> Instructions for the task:
Copy out the records in full, word for word, without pictures.

(Data excerpts)
+-------+

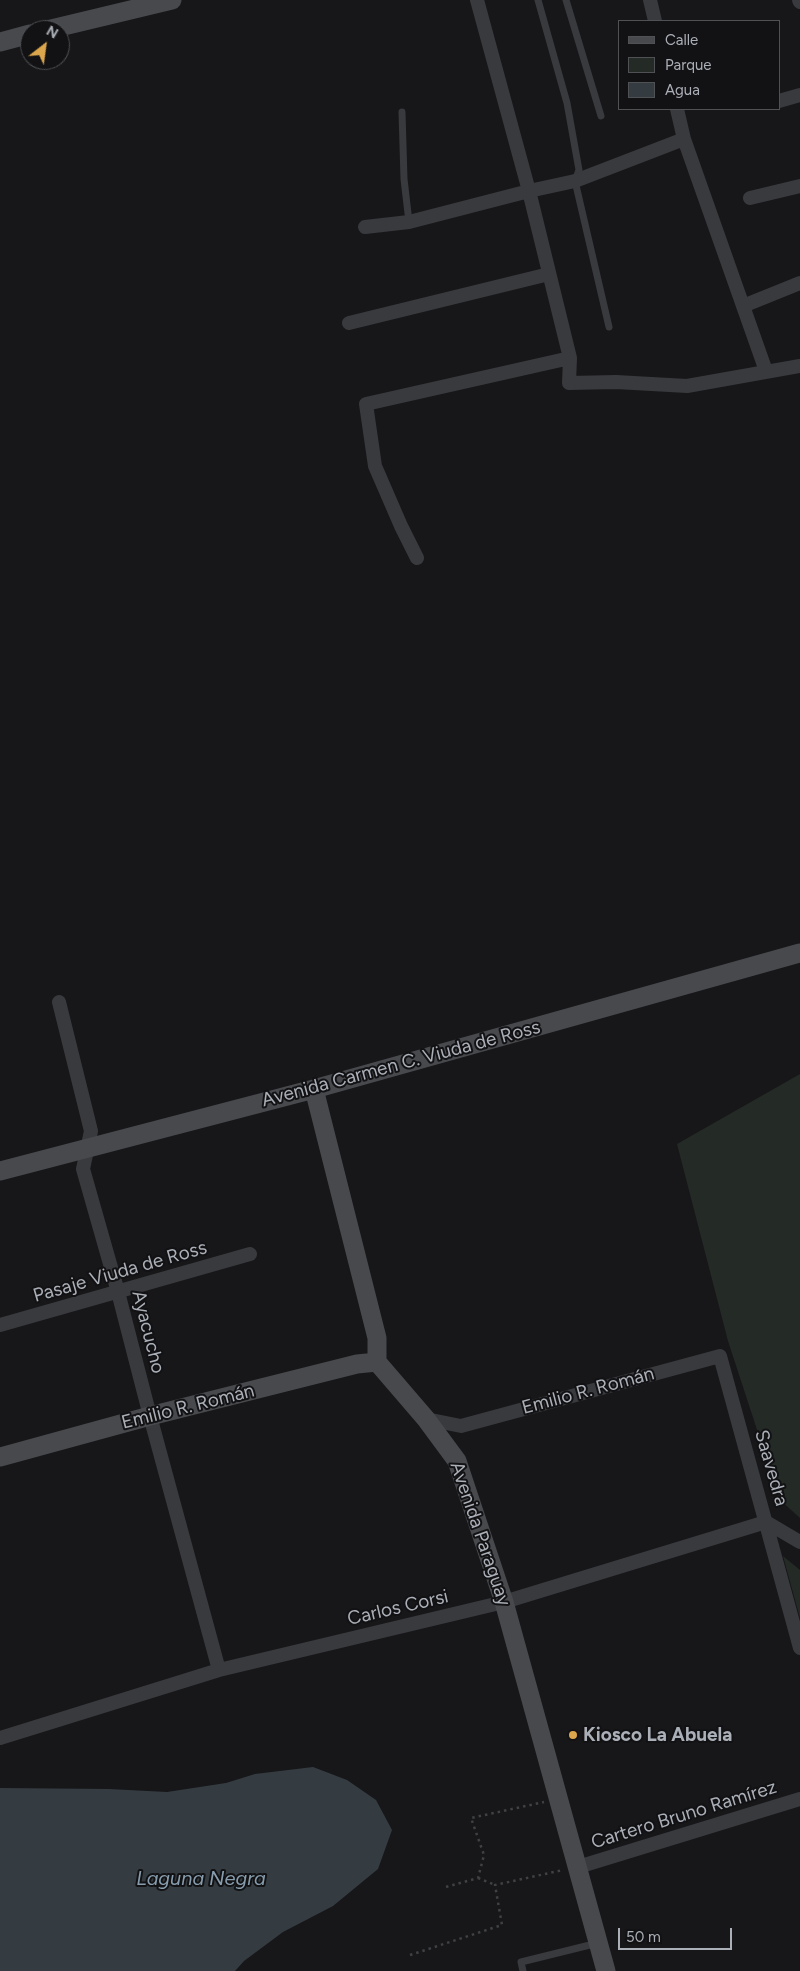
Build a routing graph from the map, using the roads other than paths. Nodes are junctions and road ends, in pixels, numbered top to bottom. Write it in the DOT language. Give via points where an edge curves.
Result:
graph roads {
  1 [pos="172,0"];
  2 [pos="477,0"];
  3 [pos="538,0"];
  4 [pos="566,0"];
  5 [pos="650,0"];
  6 [pos="655,20"];
  7 [pos="70,24"];
  8 [pos="20,37"];
  9 [pos="0,42"];
  10 [pos="800,95"];
  11 [pos="780,101"];
  12 [pos="677,110"];
  13 [pos="402,112"];
  14 [pos="601,116"];
  15 [pos="684,139"];
  16 [pos="575,181"];
  17 [pos="800,186"];
  18 [pos="528,190"];
  19 [pos="750,198"];
  20 [pos="409,222"];
  21 [pos="365,227"];
  22 [pos="549,274"];
  23 [pos="800,284"];
  24 [pos="743,306"];
  25 [pos="349,323"];
  26 [pos="609,327"];
  27 [pos="570,358"];
  28 [pos="800,366"];
  29 [pos="766,371"];
  30 [pos="417,558"];
  31 [pos="800,953"];
  32 [pos="59,1002"];
  33 [pos="314,1089"];
  34 [pos="88,1147"];
  35 [pos="0,1172"];
  36 [pos="250,1254"];
  37 [pos="118,1292"];
  38 [pos="0,1325"];
  39 [pos="720,1356"];
  40 [pos="376,1362"];
  41 [pos="150,1416"];
  42 [pos="426,1419"];
  43 [pos="0,1457"];
  44 [pos="766,1522"];
  45 [pos="800,1542"];
  46 [pos="504,1602"];
  47 [pos="800,1648"];
  48 [pos="219,1670"];
  49 [pos="0,1738"];
  50 [pos="800,1799"];
  51 [pos="578,1867"];
  52 [pos="598,1943"];
  53 [pos="523,1971"];
  54 [pos="606,1971"];
  1 -- 7 [label="street"];
  2 -- 18 [label="street"];
  3 -- 16 [label="lane" via="567,104 579,170"];
  4 -- 14 [label="lane"];
  5 -- 6 [label="street"];
  8 -- 9 [label="street"];
  10 -- 11 [label="street"];
  12 -- 15 [label="street"];
  13 -- 20 [label="lane"];
  15 -- 16 [label="street"];
  15 -- 24 [label="street"];
  16 -- 18 [label="street"];
  16 -- 26 [label="lane"];
  17 -- 19 [label="street"];
  18 -- 20 [label="street"];
  18 -- 22 [label="street"];
  20 -- 21 [label="street"];
  22 -- 25 [label="street"];
  22 -- 27 [label="street"];
  23 -- 24 [label="street"];
  24 -- 29 [label="street"];
  27 -- 29 [label="street" via="570,383 687,386"];
  27 -- 30 [label="street" via="366,404 375,466"];
  28 -- 29 [label="street"];
  31 -- 33 [label="street, Avenida Carmen C. Viuda de Ross"];
  32 -- 34 [label="street, Ayacucho" via="91,1131"];
  33 -- 34 [label="street, Avenida Carmen C. Viuda de Ross"];
  33 -- 40 [label="street" via="377,1338"];
  34 -- 35 [label="street, Avenida Carmen C. Viuda de Ross"];
  34 -- 37 [label="street, Ayacucho" via="83,1169"];
  36 -- 37 [label="street, Pasaje Viuda de Ross"];
  37 -- 38 [label="street, Pasaje Viuda de Ross"];
  37 -- 41 [label="street, Ayacucho"];
  39 -- 42 [label="street, Emilio R. Román" via="460,1426"];
  39 -- 44 [label="street, Saavedra"];
  40 -- 41 [label="street, Emilio R. Román"];
  40 -- 42 [label="street, Avenida Paraguay"];
  41 -- 43 [label="street, Emilio R. Román"];
  41 -- 48 [label="street, Ayacucho"];
  42 -- 46 [label="street, Avenida Paraguay" via="457,1461"];
  44 -- 45 [label="street"];
  44 -- 46 [label="street, Carlos Corsi"];
  44 -- 47 [label="street, Saavedra"];
  46 -- 48 [label="street, Carlos Corsi"];
  46 -- 51 [label="street, Avenida Paraguay"];
  48 -- 49 [label="street, Carlos Corsi"];
  50 -- 51 [label="street, Cartero Bruno Ramírez"];
  51 -- 52 [label="street, Avenida Paraguay"];
  52 -- 53 [label="lane" via="521,1962"];
  52 -- 54 [label="street, Avenida Paraguay"];
}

+-------+

> Task output:
Build a routing graph from the map, using the roads other than paths. Nodes are junctions and road ends, in pixels, numbered top to bottom. Write it in the DOT language. Give via points where an edge curves.
Result:
graph roads {
  1 [pos="172,0"];
  2 [pos="477,0"];
  3 [pos="538,0"];
  4 [pos="566,0"];
  5 [pos="650,0"];
  6 [pos="655,20"];
  7 [pos="70,24"];
  8 [pos="20,37"];
  9 [pos="0,42"];
  10 [pos="800,95"];
  11 [pos="780,101"];
  12 [pos="677,110"];
  13 [pos="402,112"];
  14 [pos="601,116"];
  15 [pos="684,139"];
  16 [pos="575,181"];
  17 [pos="800,186"];
  18 [pos="528,190"];
  19 [pos="750,198"];
  20 [pos="409,222"];
  21 [pos="365,227"];
  22 [pos="549,274"];
  23 [pos="800,284"];
  24 [pos="743,306"];
  25 [pos="349,323"];
  26 [pos="609,327"];
  27 [pos="570,358"];
  28 [pos="800,366"];
  29 [pos="766,371"];
  30 [pos="417,558"];
  31 [pos="800,953"];
  32 [pos="59,1002"];
  33 [pos="314,1089"];
  34 [pos="88,1147"];
  35 [pos="0,1172"];
  36 [pos="250,1254"];
  37 [pos="118,1292"];
  38 [pos="0,1325"];
  39 [pos="720,1356"];
  40 [pos="376,1362"];
  41 [pos="150,1416"];
  42 [pos="426,1419"];
  43 [pos="0,1457"];
  44 [pos="766,1522"];
  45 [pos="800,1542"];
  46 [pos="504,1602"];
  47 [pos="800,1648"];
  48 [pos="219,1670"];
  49 [pos="0,1738"];
  50 [pos="800,1799"];
  51 [pos="578,1867"];
  52 [pos="598,1943"];
  53 [pos="523,1971"];
  54 [pos="606,1971"];
  1 -- 7 [label="street"];
  2 -- 18 [label="street"];
  3 -- 16 [label="lane" via="567,104 579,170"];
  4 -- 14 [label="lane"];
  5 -- 6 [label="street"];
  8 -- 9 [label="street"];
  10 -- 11 [label="street"];
  12 -- 15 [label="street"];
  13 -- 20 [label="lane"];
  15 -- 16 [label="street"];
  15 -- 24 [label="street"];
  16 -- 18 [label="street"];
  16 -- 26 [label="lane"];
  17 -- 19 [label="street"];
  18 -- 20 [label="street"];
  18 -- 22 [label="street"];
  20 -- 21 [label="street"];
  22 -- 25 [label="street"];
  22 -- 27 [label="street"];
  23 -- 24 [label="street"];
  24 -- 29 [label="street"];
  27 -- 29 [label="street" via="570,383 687,386"];
  27 -- 30 [label="street" via="366,404 375,466"];
  28 -- 29 [label="street"];
  31 -- 33 [label="street, Avenida Carmen C. Viuda de Ross"];
  32 -- 34 [label="street, Ayacucho" via="91,1131"];
  33 -- 34 [label="street, Avenida Carmen C. Viuda de Ross"];
  33 -- 40 [label="street" via="377,1338"];
  34 -- 35 [label="street, Avenida Carmen C. Viuda de Ross"];
  34 -- 37 [label="street, Ayacucho" via="83,1169"];
  36 -- 37 [label="street, Pasaje Viuda de Ross"];
  37 -- 38 [label="street, Pasaje Viuda de Ross"];
  37 -- 41 [label="street, Ayacucho"];
  39 -- 42 [label="street, Emilio R. Román" via="460,1426"];
  39 -- 44 [label="street, Saavedra"];
  40 -- 41 [label="street, Emilio R. Román"];
  40 -- 42 [label="street, Avenida Paraguay"];
  41 -- 43 [label="street, Emilio R. Román"];
  41 -- 48 [label="street, Ayacucho"];
  42 -- 46 [label="street, Avenida Paraguay" via="457,1461"];
  44 -- 45 [label="street"];
  44 -- 46 [label="street, Carlos Corsi"];
  44 -- 47 [label="street, Saavedra"];
  46 -- 48 [label="street, Carlos Corsi"];
  46 -- 51 [label="street, Avenida Paraguay"];
  48 -- 49 [label="street, Carlos Corsi"];
  50 -- 51 [label="street, Cartero Bruno Ramírez"];
  51 -- 52 [label="street, Avenida Paraguay"];
  52 -- 53 [label="lane" via="521,1962"];
  52 -- 54 [label="street, Avenida Paraguay"];
}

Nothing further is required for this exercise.